Entre autres griefs développés devant le TPF pour étayer son opposition à la demande de levée des scellés présentée par l’AFC, A. AG faisait notamment valoir son droit au respect du secret professionnel de l’avocat aux termes de l’art. 50 al. 2 DPA, d’une part, et le secret en lien avec son activité de réviseur, d’autre part (BE.2018.15, c. 2.8).
En ce qui concerne tout d’abord le secret professionnel de l’avocat, il était invoqué par A. AG au motif que certains de ses collaborateurs ayant travaillé sur les mandats relatifs à B. SA étaient titulaires du brevet d’avocat. L’argument est rejeté par le TPF. Certes, le Tribunal fédéral (« TF ») n’a pas encore tranché dans son principe la question de savoir si l’avocat d’entreprise peut invoquer l’art. 321 CP pour se prévaloir du secret professionnel (TF, 1B_101/2008 du 28 octobre 2008, c. 4.2) ; le TPF rappelle cependant que, selon le TF et pour autant que l’on soit en présence d’une activité dite typique, le secret professionnel de l’avocat n’entrerait de toute manière en ligne de compte qu’à la double condition que (i) les informations et documents confiés par l’entreprise à son avocat interne restent dans son seul pouvoir, et (ii) l’avocat d’entreprise soit le seul à avoir la faculté de décider de leur transmission (TF, 1B_101/2008, c. 4.3). Or, dans le cas d’espèce à l’origine de la décision du TPF du 14 janvier 2019, ces exigences n’étaient pas remplies (BE.2018.15, c. 2.8.5).

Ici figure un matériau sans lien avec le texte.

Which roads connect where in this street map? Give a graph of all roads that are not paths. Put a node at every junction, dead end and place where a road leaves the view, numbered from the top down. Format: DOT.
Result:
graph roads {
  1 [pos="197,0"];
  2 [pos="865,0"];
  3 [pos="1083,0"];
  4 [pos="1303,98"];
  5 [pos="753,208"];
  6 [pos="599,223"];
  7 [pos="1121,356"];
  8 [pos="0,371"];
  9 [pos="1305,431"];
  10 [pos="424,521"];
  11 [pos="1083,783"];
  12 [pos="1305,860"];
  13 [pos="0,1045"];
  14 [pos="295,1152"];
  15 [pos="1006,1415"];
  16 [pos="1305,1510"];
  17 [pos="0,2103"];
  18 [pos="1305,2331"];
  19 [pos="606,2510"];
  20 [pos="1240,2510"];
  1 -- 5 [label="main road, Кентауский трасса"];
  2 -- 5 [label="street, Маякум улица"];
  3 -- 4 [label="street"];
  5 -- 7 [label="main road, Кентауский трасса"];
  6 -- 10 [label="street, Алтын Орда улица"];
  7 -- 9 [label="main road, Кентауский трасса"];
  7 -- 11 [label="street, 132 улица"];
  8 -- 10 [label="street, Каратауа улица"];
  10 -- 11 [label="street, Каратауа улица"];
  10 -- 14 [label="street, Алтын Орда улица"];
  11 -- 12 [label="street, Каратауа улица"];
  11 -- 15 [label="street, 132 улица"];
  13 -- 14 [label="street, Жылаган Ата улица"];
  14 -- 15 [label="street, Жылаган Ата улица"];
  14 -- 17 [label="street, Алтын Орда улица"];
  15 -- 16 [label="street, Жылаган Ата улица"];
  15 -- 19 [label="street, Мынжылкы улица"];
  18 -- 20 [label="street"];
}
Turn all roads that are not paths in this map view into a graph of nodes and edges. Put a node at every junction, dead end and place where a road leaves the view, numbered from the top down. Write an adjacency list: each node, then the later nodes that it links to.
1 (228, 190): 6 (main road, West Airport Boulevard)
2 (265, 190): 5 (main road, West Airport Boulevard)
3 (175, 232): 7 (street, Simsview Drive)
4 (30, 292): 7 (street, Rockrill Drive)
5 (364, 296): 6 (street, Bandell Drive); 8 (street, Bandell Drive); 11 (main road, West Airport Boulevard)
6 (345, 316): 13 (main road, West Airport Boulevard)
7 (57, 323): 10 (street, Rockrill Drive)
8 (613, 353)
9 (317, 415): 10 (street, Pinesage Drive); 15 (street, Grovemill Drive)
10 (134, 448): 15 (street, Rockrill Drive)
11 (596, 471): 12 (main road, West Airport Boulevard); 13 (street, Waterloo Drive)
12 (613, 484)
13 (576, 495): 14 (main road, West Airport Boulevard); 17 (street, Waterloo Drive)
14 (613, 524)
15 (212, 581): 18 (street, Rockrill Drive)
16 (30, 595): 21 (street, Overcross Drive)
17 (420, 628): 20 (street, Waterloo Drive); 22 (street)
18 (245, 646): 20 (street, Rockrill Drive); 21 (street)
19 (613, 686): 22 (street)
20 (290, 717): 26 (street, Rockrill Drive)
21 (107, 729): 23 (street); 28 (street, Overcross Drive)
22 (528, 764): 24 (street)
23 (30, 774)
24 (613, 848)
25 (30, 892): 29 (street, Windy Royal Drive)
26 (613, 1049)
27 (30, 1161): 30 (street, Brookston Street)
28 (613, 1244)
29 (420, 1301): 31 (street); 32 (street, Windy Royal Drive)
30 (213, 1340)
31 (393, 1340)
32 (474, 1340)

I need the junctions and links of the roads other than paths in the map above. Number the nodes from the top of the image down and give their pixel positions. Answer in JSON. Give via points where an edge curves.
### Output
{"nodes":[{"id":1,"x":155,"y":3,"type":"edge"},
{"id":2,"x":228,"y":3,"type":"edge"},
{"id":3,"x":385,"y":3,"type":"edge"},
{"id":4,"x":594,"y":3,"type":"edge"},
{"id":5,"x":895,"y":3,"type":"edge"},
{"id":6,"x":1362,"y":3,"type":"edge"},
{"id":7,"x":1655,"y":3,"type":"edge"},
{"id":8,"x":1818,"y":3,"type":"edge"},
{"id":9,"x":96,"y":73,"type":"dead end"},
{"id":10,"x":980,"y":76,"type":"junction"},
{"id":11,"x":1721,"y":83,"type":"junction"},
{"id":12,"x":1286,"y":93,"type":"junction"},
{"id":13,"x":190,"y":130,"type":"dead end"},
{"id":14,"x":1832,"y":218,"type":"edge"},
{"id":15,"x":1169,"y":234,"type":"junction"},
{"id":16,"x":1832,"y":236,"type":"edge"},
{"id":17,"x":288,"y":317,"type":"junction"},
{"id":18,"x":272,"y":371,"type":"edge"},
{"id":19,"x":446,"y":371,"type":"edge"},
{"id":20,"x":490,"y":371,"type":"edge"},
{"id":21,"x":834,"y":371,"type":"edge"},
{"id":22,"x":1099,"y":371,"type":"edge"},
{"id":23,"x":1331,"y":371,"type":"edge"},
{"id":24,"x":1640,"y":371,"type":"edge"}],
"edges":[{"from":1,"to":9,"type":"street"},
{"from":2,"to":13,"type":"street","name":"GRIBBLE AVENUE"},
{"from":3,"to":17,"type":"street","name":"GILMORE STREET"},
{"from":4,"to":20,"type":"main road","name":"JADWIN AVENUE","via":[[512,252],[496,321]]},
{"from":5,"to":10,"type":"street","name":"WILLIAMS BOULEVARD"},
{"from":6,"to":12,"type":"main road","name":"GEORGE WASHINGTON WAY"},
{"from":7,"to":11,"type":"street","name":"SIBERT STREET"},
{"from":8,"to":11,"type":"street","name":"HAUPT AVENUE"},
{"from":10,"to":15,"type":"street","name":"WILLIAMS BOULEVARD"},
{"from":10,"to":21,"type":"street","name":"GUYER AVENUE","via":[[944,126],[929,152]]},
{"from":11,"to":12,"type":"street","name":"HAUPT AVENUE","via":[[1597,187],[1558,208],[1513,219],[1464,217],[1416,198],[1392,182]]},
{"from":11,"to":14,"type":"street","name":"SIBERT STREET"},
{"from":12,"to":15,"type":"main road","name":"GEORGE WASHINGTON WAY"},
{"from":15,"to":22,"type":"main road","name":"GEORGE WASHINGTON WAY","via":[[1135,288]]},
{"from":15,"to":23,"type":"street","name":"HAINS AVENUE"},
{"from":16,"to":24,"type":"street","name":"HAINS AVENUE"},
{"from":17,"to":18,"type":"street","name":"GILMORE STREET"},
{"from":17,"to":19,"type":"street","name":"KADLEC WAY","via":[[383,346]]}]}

S’agissant du secret de l’organe de révision, mentionné notamment à l’art. 730b al. 2 CO et à l’art. 321 CP, A. AG faisait valoir qu’il devait pouvoir être invoqué comme motif d’opposition à la levée des scellés, vu le rapport de confiance qui se noue entre celui qui confie le contrôle de sa comptabilité et de sa gestion et le réviseur (BE.2018.15, c. 2.8.6). Le TPF ne partage pas cet avis. Constatant que l’art. 50 al. 2 DPA est muet sur le secret des réviseurs et en l’absence d’autre base légale dans la DPA – applicable à la procédure menée par l’AFC – consacrant expressément la protection de ce secret, le TPF estime que ce dernier ne saurait faire obstacle à la levée des scellés.
De manière générale, la conclusion à laquelle aboutit le TPF sur les deux griefs exposés ci-dessus n’appelle pas de commentaire particulier et doit a priori être approuvée, eu égard à l’état actuel de la législation. La décision du TPF du 14 janvier 2019 ici rapportée met toutefois en évidence les lacunes que présente le droit suisse en matière de protection du secret qui s’attache à l’activité des juristes d’entreprises. Des améliorations sont actuellement à l’étude, notamment en procédure civile (cf. art. 160a de l’avant-projet de révision du Code de procédure civile suisse et le Rapport explicatif du 2 mars 2018 qui s’y rapporte, p. 60 s.; voir aussi sur cette question les développements consacrés par Benoît Chappuis, L’ATF 144 II 147: la fin de la multidisciplinarité des études d’avocats, contribution à paraître dans la RDS). Cela étant, par souci de cohérence et d’égalité de traitement entre justiciables, il serait souhaitable que les réflexions menées soient élargies également au CPP et à la DPA, puisque la question peut se poser en des termes analogues dans ces domaines, a fortiori lorsque, comme c’était le cas dans l’affaire portée au TPF, les informations dont la production est requise par l’autorité de poursuite sont en possession d’une société tierce à la procédure.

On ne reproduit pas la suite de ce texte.